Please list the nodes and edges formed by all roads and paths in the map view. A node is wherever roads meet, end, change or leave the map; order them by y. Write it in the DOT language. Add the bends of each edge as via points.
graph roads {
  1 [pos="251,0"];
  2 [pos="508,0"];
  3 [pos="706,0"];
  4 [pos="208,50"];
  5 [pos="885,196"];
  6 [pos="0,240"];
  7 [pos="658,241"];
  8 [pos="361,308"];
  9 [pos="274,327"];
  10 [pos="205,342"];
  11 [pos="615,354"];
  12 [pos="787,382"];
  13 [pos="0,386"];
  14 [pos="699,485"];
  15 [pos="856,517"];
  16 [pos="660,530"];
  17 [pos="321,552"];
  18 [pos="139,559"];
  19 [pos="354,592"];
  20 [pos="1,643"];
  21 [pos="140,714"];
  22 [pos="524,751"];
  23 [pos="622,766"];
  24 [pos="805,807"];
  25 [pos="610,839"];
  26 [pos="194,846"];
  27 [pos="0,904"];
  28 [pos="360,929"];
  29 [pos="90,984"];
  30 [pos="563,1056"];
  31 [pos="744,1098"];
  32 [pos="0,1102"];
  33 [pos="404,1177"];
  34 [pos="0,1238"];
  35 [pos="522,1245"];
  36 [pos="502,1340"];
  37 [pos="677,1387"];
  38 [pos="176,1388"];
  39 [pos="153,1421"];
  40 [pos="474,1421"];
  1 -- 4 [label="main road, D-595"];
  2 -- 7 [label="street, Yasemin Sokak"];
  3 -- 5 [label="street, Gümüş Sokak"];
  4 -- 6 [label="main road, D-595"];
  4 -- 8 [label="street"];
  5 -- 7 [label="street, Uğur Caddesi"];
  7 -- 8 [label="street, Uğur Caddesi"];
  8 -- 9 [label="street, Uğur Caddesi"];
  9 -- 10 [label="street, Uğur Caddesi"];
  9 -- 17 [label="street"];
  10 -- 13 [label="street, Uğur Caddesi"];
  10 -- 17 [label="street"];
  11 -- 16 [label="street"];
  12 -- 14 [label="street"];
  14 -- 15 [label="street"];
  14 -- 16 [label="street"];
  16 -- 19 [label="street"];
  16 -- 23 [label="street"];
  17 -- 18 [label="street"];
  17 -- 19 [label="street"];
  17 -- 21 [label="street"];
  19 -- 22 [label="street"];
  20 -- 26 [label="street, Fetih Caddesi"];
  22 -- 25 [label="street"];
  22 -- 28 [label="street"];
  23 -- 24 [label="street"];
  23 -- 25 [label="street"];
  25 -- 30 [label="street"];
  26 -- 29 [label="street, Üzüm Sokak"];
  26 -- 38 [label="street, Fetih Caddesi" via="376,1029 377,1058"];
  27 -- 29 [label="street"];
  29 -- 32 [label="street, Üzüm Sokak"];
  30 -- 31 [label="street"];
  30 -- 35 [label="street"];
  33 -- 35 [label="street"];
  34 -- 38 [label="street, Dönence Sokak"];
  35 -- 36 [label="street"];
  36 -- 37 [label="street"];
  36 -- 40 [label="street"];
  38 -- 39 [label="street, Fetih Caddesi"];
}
# # # #
Write out every entry exactly as it appears.

Please list the nodes and edges formed by all roads and paths in the map view. A node is wherever roads meet, end, change or leave the map; order them by y. Write it in the DOT language. Add the bends of each edge as via points.
graph roads {
  1 [pos="251,0"];
  2 [pos="508,0"];
  3 [pos="706,0"];
  4 [pos="208,50"];
  5 [pos="885,196"];
  6 [pos="0,240"];
  7 [pos="658,241"];
  8 [pos="361,308"];
  9 [pos="274,327"];
  10 [pos="205,342"];
  11 [pos="615,354"];
  12 [pos="787,382"];
  13 [pos="0,386"];
  14 [pos="699,485"];
  15 [pos="856,517"];
  16 [pos="660,530"];
  17 [pos="321,552"];
  18 [pos="139,559"];
  19 [pos="354,592"];
  20 [pos="1,643"];
  21 [pos="140,714"];
  22 [pos="524,751"];
  23 [pos="622,766"];
  24 [pos="805,807"];
  25 [pos="610,839"];
  26 [pos="194,846"];
  27 [pos="0,904"];
  28 [pos="360,929"];
  29 [pos="90,984"];
  30 [pos="563,1056"];
  31 [pos="744,1098"];
  32 [pos="0,1102"];
  33 [pos="404,1177"];
  34 [pos="0,1238"];
  35 [pos="522,1245"];
  36 [pos="502,1340"];
  37 [pos="677,1387"];
  38 [pos="176,1388"];
  39 [pos="153,1421"];
  40 [pos="474,1421"];
  1 -- 4 [label="main road, D-595"];
  2 -- 7 [label="street, Yasemin Sokak"];
  3 -- 5 [label="street, Gümüş Sokak"];
  4 -- 6 [label="main road, D-595"];
  4 -- 8 [label="street"];
  5 -- 7 [label="street, Uğur Caddesi"];
  7 -- 8 [label="street, Uğur Caddesi"];
  8 -- 9 [label="street, Uğur Caddesi"];
  9 -- 10 [label="street, Uğur Caddesi"];
  9 -- 17 [label="street"];
  10 -- 13 [label="street, Uğur Caddesi"];
  10 -- 17 [label="street"];
  11 -- 16 [label="street"];
  12 -- 14 [label="street"];
  14 -- 15 [label="street"];
  14 -- 16 [label="street"];
  16 -- 19 [label="street"];
  16 -- 23 [label="street"];
  17 -- 18 [label="street"];
  17 -- 19 [label="street"];
  17 -- 21 [label="street"];
  19 -- 22 [label="street"];
  20 -- 26 [label="street, Fetih Caddesi"];
  22 -- 25 [label="street"];
  22 -- 28 [label="street"];
  23 -- 24 [label="street"];
  23 -- 25 [label="street"];
  25 -- 30 [label="street"];
  26 -- 29 [label="street, Üzüm Sokak"];
  26 -- 38 [label="street, Fetih Caddesi" via="376,1029 377,1058"];
  27 -- 29 [label="street"];
  29 -- 32 [label="street, Üzüm Sokak"];
  30 -- 31 [label="street"];
  30 -- 35 [label="street"];
  33 -- 35 [label="street"];
  34 -- 38 [label="street, Dönence Sokak"];
  35 -- 36 [label="street"];
  36 -- 37 [label="street"];
  36 -- 40 [label="street"];
  38 -- 39 [label="street, Fetih Caddesi"];
}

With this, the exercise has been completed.